Published: 00:00, Apr 23,2021

 
 

NO AID in food or cash for about five million transport workers who have lost their income because of the ongoing restrictions on public transports suggests a poor government response to Covid fallouts. The government imposed restrictions on public transports, loosely from April 5 and strictly from April 14, now extended till April 28, to contain the Covid infection after a sudden surge in cases and death in early March. But what is worrying is that neither the government nor transport owners have taken adequate aid programmes for such a large number of transport workers, who suffered badly in the 66-day general holiday in 2020 and who get paid on a daily basis although the government and the owners have talked about a salaried employment of transport workers. There are, as a Bangladesh Road Transport Workers’ Federation estimate says, around five million road transport workers, with over three million engaged in the worst-hit inter-district transport services.

In 2020, transport workers’ plight came to make the headlines repeatedly and the government arranged for relief programmes although the programmes were inadequate as the authorities often failed to reach the benefits to deserving workers. The Bangladesh Road Transport Workers’ Federation, which has 231 registered unions of transport workers as its members, has urged the government on Tuesday to give food and financial support for the workers. Workers, however, are also reported to be lamenting over no response from the associations of transport owners and unions of workers which collect a large amount of money in the name of welfare fund. While the government is primarily responsible for ensuring the economic survival of the people in poverty, transport owners and workers’ associations cannot shy away from their responsibility, especially when they have collected money from workers for years in the name of the welfare and health fund. The unions, as workers say, collect Tk 10 per trip from workers and a half of the amount goes to the welfare and health fund. The federation not rolling out any aid programme from the welfare fund appears to substantiate the allegation that transport leaders extort the money in the name of welfare fund.

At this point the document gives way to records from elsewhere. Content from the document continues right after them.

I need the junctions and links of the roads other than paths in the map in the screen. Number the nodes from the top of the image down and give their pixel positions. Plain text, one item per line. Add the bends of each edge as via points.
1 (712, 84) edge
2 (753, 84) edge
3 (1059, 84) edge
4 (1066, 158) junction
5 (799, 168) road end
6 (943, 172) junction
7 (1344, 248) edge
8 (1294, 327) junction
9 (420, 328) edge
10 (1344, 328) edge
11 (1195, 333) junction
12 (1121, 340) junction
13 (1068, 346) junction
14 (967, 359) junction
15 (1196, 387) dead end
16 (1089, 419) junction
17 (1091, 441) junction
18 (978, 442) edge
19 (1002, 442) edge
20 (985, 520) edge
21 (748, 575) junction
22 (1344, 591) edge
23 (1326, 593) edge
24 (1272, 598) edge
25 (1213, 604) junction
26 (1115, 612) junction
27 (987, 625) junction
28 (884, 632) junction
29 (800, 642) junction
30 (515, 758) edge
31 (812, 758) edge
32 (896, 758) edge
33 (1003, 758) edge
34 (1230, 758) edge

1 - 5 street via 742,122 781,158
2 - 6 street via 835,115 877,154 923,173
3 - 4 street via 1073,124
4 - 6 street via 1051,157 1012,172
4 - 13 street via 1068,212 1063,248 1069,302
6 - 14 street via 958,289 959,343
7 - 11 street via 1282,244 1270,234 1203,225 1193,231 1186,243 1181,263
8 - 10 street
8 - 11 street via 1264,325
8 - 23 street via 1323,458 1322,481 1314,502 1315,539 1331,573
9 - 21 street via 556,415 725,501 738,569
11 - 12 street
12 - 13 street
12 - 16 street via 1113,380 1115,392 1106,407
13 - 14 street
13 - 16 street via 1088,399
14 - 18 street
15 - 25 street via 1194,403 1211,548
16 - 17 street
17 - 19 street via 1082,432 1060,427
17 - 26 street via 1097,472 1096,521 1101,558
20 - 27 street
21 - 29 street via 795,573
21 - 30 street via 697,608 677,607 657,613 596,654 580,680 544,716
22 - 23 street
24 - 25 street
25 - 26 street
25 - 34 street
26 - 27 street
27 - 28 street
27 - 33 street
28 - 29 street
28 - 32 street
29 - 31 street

The government along with the federation must, therefore, immediately assess the need of transport workers and help the workers with the money from the welfare fund. The government should also step in, if required. The government must also introduce food and cash assistance for the struggling workers and consider opening relief distribution centres. The government must realise that protocols such as social distancing and stay-at-home can only be effectively enforced if people dependent on daily income are provided with food and cash support.